Introduction

Tetranychus evansi Baker and Pritchard and Tetranychus urticae Koch are important pests of Solanaceae in many countries (Jeppson et al. 1975). T. evansi has been reported from countries in the Americas, Africa, Europe and, more recently, Asia (Ferreira and Carmona 1995; Meyer 1996; Bolland et al. 1998; Bonato 1999; Ferragut and Escudero 1999; Kreiter et al. 2002; Knapp et al. 2003; Ho et al. 2004; Duverney et al. 2005; Migeon 2005). It shows a strong preference for solanaceous plants. T. urticae is a cosmopolitan species that attacks a wide range of hosts of different families (Bolland et al. 1998).

Several studies have demonstrated that T. urticae is an acceptable prey to a large number of predatory mites on many different plants (Kostiainen and Hoy 1996), although the suitability of this prey for predatory mites depends on the host plant. For example, a few phytoseiid species can be used to control T. urticae on solanaceous plants. T. evansi, has been shown to be an unfavorable prey to most predatory mites that have been tested against it (Moraes and Lima 1983; Moraes and McMurtry 1985, 1986; Escudero and Ferragut 2005; Rosa et al. 2005). An exception is a Brazilian strain of Phytoseiulus longipes Evans, which seems to be a good predator of that pest species (Furtado et al. 2006, 2007).

Another predator of the same genus, Phytoseiulus fragariae Denmark and Schicha, was recently found in association with T. evansi on Solanum americanum Mill. in Uruguaiana, State of Rio Grande do Sul, Brazil (Furtado et al. 2006). Until then, this predator was only known from Brazil in association with T. urticae, on Fragaria sp. and Bidens pilosa L. (Denmark and Schicha 1983; Takahashi and Chant 1993).

Phytoseiulus fragariae is the least studied of the mites in the genus Phytoseiulus. At 26°C, and using eggs of Tetranychus pacificus McGregor as prey, Takahashi and Chant (1992, 1994) reported it to have longer developmental time and lower reproductive capacity than reported for other species of this genus. However, Fraga (1996) reported that at 27°C and with eggs of T. urticae as prey, P. fragariae has a developmental rate comparable to that of Phytoseiulus macropilis (Banks) (Smith and Summers 1949; Prasad 1967) and Phytoseiulus persimilis Athias-Henriot (Laing 1968; Amano and Chant 1977). The fact that different stages of P. fragariae have been found associated with populations of T. evansi on solanaceous plants in Brazil could indicate that this biotype is a potential biocontrol agent of that pest. Considering that until now a single phytoseiid species has shown potential as a predator of T. evansi (Furtado et al. 2006, 2007), the determination of a second prospective predator would be extremely desirable.

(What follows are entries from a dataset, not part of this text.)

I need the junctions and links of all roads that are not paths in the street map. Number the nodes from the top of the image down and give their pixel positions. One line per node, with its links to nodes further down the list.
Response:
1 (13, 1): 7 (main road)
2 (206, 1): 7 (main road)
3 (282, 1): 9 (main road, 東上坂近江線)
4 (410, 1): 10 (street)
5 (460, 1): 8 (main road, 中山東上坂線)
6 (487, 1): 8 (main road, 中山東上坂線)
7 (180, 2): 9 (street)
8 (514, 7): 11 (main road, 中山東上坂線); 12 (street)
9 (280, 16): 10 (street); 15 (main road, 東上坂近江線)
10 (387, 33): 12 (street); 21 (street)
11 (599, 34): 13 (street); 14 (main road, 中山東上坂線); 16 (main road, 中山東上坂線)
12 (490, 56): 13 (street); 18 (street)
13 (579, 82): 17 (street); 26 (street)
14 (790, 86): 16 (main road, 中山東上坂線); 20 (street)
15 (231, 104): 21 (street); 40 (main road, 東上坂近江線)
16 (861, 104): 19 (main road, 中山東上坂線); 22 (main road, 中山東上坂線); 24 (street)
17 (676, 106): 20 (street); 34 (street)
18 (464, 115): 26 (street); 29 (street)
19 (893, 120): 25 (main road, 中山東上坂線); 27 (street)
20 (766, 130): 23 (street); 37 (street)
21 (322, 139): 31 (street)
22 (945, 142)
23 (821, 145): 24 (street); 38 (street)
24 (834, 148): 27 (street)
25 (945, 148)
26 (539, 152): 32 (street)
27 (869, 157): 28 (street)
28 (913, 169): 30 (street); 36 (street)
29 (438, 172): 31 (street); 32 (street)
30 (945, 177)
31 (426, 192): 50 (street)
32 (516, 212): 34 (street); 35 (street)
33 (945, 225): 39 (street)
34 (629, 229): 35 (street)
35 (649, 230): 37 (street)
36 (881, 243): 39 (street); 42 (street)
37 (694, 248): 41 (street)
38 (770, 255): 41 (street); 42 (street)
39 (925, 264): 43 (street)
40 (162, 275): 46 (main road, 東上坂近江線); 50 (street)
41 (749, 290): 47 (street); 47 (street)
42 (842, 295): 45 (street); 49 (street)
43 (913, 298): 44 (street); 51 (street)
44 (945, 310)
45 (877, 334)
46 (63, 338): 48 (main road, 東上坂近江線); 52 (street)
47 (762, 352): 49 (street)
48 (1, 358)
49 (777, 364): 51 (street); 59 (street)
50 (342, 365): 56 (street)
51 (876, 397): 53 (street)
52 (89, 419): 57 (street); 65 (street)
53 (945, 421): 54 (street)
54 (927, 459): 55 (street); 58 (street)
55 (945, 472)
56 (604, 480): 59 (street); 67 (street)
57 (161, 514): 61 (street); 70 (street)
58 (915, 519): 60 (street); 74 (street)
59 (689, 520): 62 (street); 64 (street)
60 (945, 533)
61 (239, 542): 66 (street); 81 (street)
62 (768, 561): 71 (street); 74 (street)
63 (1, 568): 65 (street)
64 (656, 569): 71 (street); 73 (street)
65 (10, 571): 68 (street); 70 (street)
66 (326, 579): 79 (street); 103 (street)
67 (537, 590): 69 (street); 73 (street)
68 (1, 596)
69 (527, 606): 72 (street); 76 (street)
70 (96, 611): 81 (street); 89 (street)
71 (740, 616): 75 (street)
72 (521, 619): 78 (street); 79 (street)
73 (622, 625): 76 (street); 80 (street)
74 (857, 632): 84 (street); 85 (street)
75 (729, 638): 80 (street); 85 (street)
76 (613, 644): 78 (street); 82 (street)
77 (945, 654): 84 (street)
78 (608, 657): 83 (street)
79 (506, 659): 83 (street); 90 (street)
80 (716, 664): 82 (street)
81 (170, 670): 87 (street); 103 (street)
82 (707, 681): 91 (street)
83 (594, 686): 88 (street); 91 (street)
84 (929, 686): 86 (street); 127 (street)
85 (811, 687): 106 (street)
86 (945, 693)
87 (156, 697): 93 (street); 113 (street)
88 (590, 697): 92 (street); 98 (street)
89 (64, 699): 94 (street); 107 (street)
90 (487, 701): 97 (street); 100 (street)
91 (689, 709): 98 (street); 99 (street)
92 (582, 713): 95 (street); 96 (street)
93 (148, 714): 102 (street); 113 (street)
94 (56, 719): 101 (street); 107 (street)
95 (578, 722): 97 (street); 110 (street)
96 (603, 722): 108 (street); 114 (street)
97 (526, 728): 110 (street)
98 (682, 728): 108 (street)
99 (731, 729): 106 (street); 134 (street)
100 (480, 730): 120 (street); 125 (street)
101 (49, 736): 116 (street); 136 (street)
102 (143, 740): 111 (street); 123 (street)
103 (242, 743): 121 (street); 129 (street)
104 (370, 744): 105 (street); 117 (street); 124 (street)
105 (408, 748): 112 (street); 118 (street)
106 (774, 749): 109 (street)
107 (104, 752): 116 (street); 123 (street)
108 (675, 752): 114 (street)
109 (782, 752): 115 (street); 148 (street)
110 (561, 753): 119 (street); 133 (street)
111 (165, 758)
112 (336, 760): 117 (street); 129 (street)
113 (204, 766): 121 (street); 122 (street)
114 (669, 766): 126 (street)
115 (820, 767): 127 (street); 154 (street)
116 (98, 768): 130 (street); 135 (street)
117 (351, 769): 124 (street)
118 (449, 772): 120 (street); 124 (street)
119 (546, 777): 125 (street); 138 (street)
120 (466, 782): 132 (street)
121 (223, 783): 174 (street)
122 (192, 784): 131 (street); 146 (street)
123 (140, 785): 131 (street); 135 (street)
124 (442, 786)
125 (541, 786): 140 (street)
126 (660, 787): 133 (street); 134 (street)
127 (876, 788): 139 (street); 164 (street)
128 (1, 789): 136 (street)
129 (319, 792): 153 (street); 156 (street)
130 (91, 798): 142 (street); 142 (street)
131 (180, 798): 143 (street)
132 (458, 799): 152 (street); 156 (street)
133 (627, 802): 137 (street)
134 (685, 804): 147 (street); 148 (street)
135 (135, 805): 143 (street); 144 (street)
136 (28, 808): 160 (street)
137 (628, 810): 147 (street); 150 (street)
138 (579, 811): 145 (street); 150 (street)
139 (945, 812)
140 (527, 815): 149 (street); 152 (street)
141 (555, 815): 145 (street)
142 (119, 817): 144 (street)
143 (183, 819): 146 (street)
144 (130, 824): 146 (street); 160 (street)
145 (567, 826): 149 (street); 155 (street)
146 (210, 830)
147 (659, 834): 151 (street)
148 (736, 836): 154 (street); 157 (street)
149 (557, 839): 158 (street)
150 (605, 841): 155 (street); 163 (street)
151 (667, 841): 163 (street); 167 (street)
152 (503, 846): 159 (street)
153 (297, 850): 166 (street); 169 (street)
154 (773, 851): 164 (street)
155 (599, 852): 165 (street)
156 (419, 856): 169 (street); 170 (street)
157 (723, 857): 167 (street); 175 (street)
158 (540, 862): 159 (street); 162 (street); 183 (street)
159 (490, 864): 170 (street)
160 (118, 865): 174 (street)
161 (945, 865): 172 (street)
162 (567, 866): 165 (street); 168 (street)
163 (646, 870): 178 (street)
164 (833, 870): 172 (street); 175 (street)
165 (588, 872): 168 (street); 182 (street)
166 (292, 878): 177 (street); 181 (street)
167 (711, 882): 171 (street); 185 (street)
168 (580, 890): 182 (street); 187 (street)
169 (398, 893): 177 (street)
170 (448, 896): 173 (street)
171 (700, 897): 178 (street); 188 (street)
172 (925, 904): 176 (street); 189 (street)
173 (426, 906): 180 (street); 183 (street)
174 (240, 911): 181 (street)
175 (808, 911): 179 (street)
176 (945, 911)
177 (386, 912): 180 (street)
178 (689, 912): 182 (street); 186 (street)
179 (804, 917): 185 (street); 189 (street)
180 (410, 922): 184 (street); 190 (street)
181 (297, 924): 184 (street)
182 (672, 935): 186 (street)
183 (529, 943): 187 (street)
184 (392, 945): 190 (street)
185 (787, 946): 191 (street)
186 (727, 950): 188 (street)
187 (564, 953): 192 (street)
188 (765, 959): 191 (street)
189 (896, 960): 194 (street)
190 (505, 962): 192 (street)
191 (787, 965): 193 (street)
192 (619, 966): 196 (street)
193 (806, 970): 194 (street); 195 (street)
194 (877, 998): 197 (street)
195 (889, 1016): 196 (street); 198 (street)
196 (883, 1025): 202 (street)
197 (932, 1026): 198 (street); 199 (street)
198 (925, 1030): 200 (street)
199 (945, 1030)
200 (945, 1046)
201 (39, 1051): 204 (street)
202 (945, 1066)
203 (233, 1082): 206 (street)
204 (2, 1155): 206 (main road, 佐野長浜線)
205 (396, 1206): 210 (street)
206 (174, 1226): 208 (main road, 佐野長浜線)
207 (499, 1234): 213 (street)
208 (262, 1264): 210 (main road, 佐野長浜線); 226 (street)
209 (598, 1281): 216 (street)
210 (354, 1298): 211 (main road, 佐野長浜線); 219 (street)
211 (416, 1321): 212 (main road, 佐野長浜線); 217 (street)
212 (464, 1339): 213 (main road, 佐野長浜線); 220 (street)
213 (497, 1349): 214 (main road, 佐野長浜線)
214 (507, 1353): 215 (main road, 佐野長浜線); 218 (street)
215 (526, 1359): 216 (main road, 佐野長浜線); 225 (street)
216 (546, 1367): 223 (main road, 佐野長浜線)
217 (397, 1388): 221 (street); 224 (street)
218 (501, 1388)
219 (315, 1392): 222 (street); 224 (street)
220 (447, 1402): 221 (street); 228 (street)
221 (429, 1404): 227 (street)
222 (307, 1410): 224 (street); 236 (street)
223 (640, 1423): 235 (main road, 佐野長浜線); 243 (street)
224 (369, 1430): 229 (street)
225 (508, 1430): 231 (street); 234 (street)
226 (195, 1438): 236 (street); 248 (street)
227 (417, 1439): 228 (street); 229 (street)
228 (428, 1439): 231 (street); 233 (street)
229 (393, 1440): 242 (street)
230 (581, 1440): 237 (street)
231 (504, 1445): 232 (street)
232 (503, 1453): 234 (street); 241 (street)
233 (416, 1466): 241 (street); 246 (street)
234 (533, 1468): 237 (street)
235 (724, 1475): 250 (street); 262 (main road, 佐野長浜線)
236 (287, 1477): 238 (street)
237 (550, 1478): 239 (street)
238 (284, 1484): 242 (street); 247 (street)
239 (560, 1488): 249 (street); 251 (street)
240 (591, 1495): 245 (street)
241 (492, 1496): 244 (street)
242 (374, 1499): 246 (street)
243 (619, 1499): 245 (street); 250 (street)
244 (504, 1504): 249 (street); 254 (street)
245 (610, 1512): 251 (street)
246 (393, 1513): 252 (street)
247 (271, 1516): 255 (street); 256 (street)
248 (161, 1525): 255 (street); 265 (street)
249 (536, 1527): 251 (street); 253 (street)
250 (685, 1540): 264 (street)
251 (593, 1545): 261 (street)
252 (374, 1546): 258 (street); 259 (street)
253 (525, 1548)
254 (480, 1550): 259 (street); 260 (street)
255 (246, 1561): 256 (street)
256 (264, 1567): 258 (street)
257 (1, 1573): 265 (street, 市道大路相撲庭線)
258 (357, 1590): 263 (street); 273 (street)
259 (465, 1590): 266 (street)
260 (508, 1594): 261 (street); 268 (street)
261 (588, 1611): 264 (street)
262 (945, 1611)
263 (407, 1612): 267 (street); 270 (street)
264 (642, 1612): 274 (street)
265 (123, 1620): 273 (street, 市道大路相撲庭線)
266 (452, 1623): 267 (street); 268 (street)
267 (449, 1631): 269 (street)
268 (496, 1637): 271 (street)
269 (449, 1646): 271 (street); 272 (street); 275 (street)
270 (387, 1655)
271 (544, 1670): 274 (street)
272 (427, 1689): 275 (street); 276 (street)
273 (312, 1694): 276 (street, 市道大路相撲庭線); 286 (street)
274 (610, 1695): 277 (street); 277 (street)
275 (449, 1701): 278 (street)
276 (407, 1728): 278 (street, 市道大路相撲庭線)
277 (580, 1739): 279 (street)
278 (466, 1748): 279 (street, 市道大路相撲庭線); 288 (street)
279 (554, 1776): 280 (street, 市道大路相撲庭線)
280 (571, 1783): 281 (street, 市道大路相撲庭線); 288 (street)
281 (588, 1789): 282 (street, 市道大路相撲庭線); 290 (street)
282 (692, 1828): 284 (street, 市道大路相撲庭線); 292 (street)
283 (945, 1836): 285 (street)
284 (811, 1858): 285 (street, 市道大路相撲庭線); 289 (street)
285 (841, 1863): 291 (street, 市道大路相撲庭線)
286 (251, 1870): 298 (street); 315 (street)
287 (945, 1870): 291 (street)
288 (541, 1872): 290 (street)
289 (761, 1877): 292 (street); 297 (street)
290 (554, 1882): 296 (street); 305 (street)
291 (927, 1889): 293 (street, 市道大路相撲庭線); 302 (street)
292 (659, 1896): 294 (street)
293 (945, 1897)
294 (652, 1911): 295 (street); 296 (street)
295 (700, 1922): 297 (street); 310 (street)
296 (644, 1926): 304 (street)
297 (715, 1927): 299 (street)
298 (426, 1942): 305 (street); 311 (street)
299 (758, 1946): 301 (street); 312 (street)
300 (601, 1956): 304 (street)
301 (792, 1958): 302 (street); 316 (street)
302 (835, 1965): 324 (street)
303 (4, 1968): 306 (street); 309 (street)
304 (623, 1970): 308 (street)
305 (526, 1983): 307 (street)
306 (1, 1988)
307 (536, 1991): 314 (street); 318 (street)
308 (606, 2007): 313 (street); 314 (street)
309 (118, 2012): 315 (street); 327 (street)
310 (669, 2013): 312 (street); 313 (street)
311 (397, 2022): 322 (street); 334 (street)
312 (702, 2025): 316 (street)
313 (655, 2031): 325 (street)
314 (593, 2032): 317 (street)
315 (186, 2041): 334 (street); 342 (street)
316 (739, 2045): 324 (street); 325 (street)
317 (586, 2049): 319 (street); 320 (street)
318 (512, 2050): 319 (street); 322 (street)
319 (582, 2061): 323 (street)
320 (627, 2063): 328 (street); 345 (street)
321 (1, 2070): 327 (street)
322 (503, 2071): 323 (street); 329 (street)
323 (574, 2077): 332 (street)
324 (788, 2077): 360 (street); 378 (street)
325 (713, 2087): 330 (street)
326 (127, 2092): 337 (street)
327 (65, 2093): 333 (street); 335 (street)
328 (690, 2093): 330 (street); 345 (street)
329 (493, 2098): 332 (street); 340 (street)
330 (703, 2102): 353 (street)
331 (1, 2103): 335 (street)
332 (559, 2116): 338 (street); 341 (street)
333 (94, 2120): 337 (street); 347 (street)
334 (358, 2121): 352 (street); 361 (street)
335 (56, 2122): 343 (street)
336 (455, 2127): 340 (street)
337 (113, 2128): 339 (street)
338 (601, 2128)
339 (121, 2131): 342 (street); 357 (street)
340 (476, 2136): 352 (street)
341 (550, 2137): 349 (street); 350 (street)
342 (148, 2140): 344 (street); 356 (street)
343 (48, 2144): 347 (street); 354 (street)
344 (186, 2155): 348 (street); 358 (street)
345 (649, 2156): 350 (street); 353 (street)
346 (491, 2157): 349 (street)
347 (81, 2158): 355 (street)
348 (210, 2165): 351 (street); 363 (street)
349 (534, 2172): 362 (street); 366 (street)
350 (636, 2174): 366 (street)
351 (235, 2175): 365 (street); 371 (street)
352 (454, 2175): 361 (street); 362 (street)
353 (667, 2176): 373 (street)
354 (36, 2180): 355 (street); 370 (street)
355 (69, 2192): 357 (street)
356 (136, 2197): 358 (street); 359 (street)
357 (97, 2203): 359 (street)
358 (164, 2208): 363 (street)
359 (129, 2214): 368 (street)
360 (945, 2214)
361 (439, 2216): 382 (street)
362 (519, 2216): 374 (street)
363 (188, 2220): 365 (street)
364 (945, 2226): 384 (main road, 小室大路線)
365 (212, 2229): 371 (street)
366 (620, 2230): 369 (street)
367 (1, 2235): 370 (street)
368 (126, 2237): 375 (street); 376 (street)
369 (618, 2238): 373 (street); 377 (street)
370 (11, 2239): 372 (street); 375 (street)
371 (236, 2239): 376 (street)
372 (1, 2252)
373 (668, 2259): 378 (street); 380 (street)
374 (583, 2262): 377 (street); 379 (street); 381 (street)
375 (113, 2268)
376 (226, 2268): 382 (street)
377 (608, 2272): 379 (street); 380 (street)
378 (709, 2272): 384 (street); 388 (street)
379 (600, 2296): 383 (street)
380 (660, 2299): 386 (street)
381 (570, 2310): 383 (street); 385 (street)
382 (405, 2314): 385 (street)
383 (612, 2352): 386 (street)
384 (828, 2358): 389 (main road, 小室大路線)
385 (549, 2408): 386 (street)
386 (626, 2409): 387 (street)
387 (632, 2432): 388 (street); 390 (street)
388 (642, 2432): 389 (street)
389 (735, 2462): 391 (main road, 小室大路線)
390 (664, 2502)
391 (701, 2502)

The objective of this paper is to evaluate biological parameters of P. fragariae on T. evansi and T. urticae as prey, at five temperatures, with special reference to evaluate its potential as biocontrol agent against T. evansi on Solanaceae.

Materials and methods

This work was conducted in the Acarology Laboratory of “Departamento de Entomologia, Fitopatologia e Zoologia Agrícola, Escola Superior de Agricultura Luiz de Queiroz (ESALQ)—Universidade de São Paulo”, where voucher specimens of the species used in this study were deposited.

Tetranychus evansi and T. urticae were obtained from colonies that had been maintained in the laboratory for about 5 years before the beginning of the study, on plants of Lycopersicon esculentum var. Kadi GI Mill. and Canavalia ensiformis (L.) DC., respectively. P. fragariae was obtained from a laboratory colony initiated with about 40 specimens (different life stages) collected in Uruguaiana about 6 months before the beginning of the study. The colony of the predator was maintained using an adaptation of the method of McMurtry and Scriven (1965), at 25.5 ± 0.5°C, 88 ± 7% RH and 12:12 h light:dark, and fed T. urticae on leaflets of C. ensiformis.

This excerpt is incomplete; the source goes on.